Hurriyet Daily News
Oluşturulma Tarihi: Aralık 12, 2008 00:00
ANKARA - The main opposition party’s initiative to allow black chador wearing women to join the party triggered tension between the party and Turkey’s nationalist opposition party.
Devlet Bahçeli, leader of the Nationalist Movement Party, or MHP, criticized the main opposition party leader, Deniz Baykal, for contributing to the U.S.-sponsored project to turn Turkey into a "moderate Islamic" state through its recent initiative, speaking during the Kurban Bayramı (Feast of Sacrifice) celebrations held in the party building Tuesday.

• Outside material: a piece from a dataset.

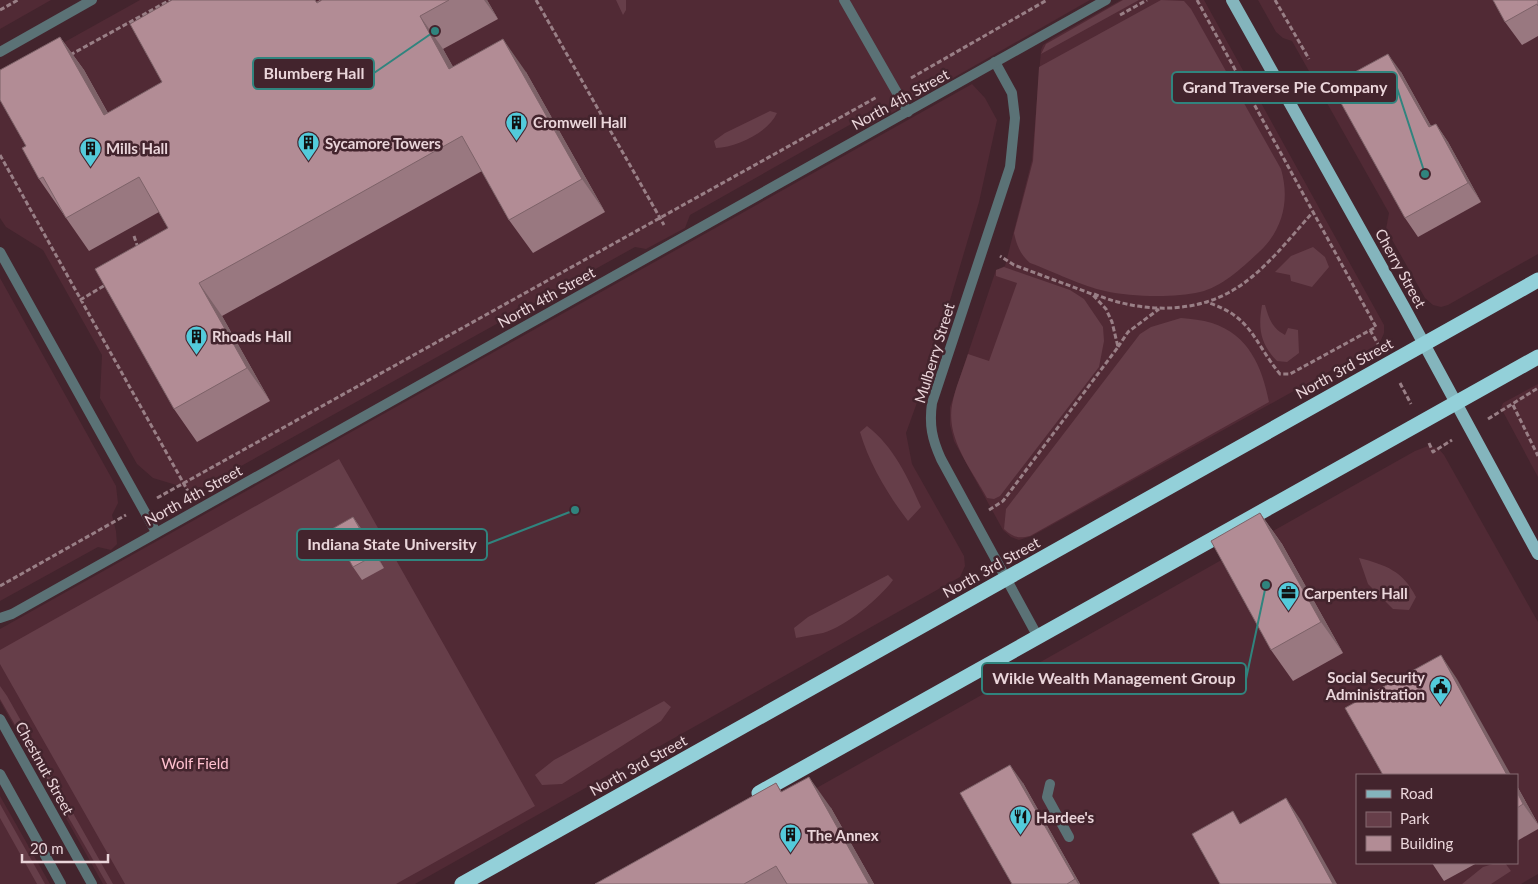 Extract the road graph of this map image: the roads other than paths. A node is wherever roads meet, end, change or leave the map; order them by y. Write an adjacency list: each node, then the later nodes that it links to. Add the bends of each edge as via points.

Bahçeli said the two issues, namely the global financial crisis and the Republican People’s Party, or CHP’s, black chador initiative, dominated Turkey’s political agenda recently. "As will be remembered, the U.S.-led Broader Middle East Initiative envisaged a moderate Islam country of Turkey by reshaping its political life over the last 10 years and the Justice and Development Party [or AKP] constituted the right leg of this initiative," Bahçeli said.
Move should satisfy all secularists
"Is there now a plan to form the left leg of the project? Is there a transformation from the Anatolian left into a social democrat political formation that welcomes the black chador?"
A harsh reaction came from CHP leader, Baykal, who responding in a written statement said it was the MHP who voted in favor of the AKP-sponsored constitutional amendment permiting headscarves in universities.
"If the invitation asking for others to show respect to people to choose their clothing freely in their private lives as well as the refusal of clothing as a means of political stigmatization means moderate Islam, then what does the meaning of approving a constitutional amendment that permits the headscarf, a religious political symbol, in the public sphere?" read the statement.
"Does it signify a religious abuse which isn’t moderate Islam or a tradition of laying a political ambush?
Baykal said it was the matter of basic rights and freedoms to ask for respect for those who were involved in party politics, whatever clothing they wore. The moderate Islam project was not a religious project but a political one.
"Some of the covered people’s engagement with a political party that supports a secular republic should gratify all who believe in a secular republic. Those, however, who aren’t satisfied with such a move are coming from a tradition of lying as a political ambush," Baykal noted. Meanwhile, Bahçeli yesterday criticized Baykal’s words, saying the CHP abused the headscarf and owed an answer to its supporters.